第4話

「おすすめはある?」

 蓮さんが水を向けてくれる。
 もちろん、それも勉強してきた。予習が効いて喜ぶという経験は、学校生活ではなかったけれど、まさか初デートでそれを経験するとは思ってもみなかった。
 役に立たないかもしれない。損をすることを、人は嫌厭するものだから。

「ロゼワインがおすすめ……です」

 つい、らしいとか、載っていたとか、自信のない言葉を使いそうになるのを、喉元で押し返す。
 飲んだことはない。
 このお店のホームページにおすすめして載っていただけだ。口コミでも美味しかったと書かれていたので、まず間違いないだろうチョイスのはずだ。
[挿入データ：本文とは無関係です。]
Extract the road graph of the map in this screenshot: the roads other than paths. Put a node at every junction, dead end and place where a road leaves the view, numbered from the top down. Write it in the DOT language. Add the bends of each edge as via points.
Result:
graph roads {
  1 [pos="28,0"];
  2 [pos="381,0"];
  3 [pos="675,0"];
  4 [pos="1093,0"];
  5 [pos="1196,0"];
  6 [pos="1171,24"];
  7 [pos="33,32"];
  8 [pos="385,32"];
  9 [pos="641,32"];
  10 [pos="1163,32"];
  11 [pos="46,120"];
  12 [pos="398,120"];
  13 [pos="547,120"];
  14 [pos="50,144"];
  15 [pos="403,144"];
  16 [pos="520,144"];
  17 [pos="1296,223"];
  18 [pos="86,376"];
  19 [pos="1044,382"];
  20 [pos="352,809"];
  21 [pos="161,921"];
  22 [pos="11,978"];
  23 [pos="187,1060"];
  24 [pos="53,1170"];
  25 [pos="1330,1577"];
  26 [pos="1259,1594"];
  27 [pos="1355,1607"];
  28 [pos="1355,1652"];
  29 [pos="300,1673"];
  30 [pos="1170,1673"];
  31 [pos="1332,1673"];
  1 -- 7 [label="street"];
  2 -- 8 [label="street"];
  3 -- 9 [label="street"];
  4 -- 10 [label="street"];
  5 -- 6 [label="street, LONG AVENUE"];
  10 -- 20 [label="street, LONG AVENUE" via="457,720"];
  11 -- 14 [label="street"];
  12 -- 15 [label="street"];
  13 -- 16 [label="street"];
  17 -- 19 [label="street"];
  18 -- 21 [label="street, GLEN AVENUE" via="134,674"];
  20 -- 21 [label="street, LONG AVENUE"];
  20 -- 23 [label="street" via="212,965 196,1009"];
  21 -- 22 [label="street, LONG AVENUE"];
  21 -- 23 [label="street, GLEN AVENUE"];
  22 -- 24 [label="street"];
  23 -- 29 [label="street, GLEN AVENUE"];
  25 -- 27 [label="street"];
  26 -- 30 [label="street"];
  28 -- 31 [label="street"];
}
 自信のなさは自分が体験していないからというのもあるけど、バーテンダーである蓮さんの口に合うかという不安もある。
 店内が薄暗くてよかった。
 不安で必死な顔を、見られなくて済むから。

「赤ほど重くないですし、白ほど軽くもないので」

 蓮さんの手を引いて、店内を歩く。その中で、目当てのロゼワインを見つけてほっとする。ここで手間取ったらあまりにも格好悪い。ラベルは合っているよな、と記憶と照らし合わせつつ、ポップに書かれた番号をカウンターで伝える。

「薔薇みたいだね」

 グラスに注がれた、淡いピンクのワイン。
 目線まで持ち上げた蓮さんがそんな感想を口にした。

「う」

 小さく呻く。
 意識しなかったといえば、嘘になる。ロゼというのがいいな、とお酒を調べているときに思って、言い当てられた気分だ。
 立ち飲み用のテーブルに移動する。

 飲むのに不都合があるから、蓮さんは繋いでいた手を放そうとしたけど、咄嗟に強く握ってしまった。無意識の行動で、あ、となって手を放したけど、くすくす笑われてしまった。
 お酒があってよかった。酔って忘れよう。

 ぐいっと呷ろうとしたけど、蓮さんを見てやめる。グラスを回す。色と香りを楽しむ、自然で、見るからに通っぽい動きが様になっていて、ガバガバ飲む場所じゃないよなと改める。
 見よう見まねでグラスを振って、中のワインを回す。洗濯機みたいという感想しか出てこない俺は、ソムリエにはまったく向いていない。俺は雰囲気でお酒を飲んでいる。

「……辛い」

 というか、甘さがなかった。
 見た目がピンクがかっていて、カクテルっぽさもあるからもっと甘いのかと思っていた。喉に絡みつくワイン特有の濃い苦みに、けほっ、と小さく咳き込む。

「美味しいね」

 少し飲むのにも苦労している俺と違って、蓮さんはどこまでも落ち着いている。
 静かにお酒の味を楽しんでいて、しっとりとした大人な雰囲気に見惚れるのと同時に、幼稚な自分と比較して劣等感が心の水面に浮かぶ。

 付け焼き刃の知識じゃ、やっぱり駄目だよな。
 それでも、とリボルバーのようにカチリと気持ちを切り替える。
 初めからそんなことはわかっていた。直面して落ち込むのはいい。けど、だから投げ出すのは違う。
 見栄でいい。頑張りなんて評価されなくてもいい。

「ビールもおすすめがあるんですよ」

 蓮さんが楽しんでさえくれれば、今日のデートの報酬としては貰いすぎなくらいだ。

  ◆◆◆

 テイスティングのときに使っていたグラスをぶら下げて、1階のお土産コーナーに移動する。
 ワインやビール、ウイスキーまで。
 お酒で喉を焼きながら、喋り通しだったから喉が痛い。本当に焼けたわけじゃないだろうけど、張り切りすぎたのは否めなかった。

「おつまみもあるね」
「おすすめとかあります?」
「チーズやサラミ、燻製はよく合うね」

 店でも出すでしょ? と蓮さんは楽しげに言う。
 楽しんでくれている……と思う。表情も、顔も、そう抱くには十分なくらいに明るかった。だから、大丈夫と自分を安心させたいのだけど、ぽちゃんっと小石が投げ込まれて不安が波紋のように広がる。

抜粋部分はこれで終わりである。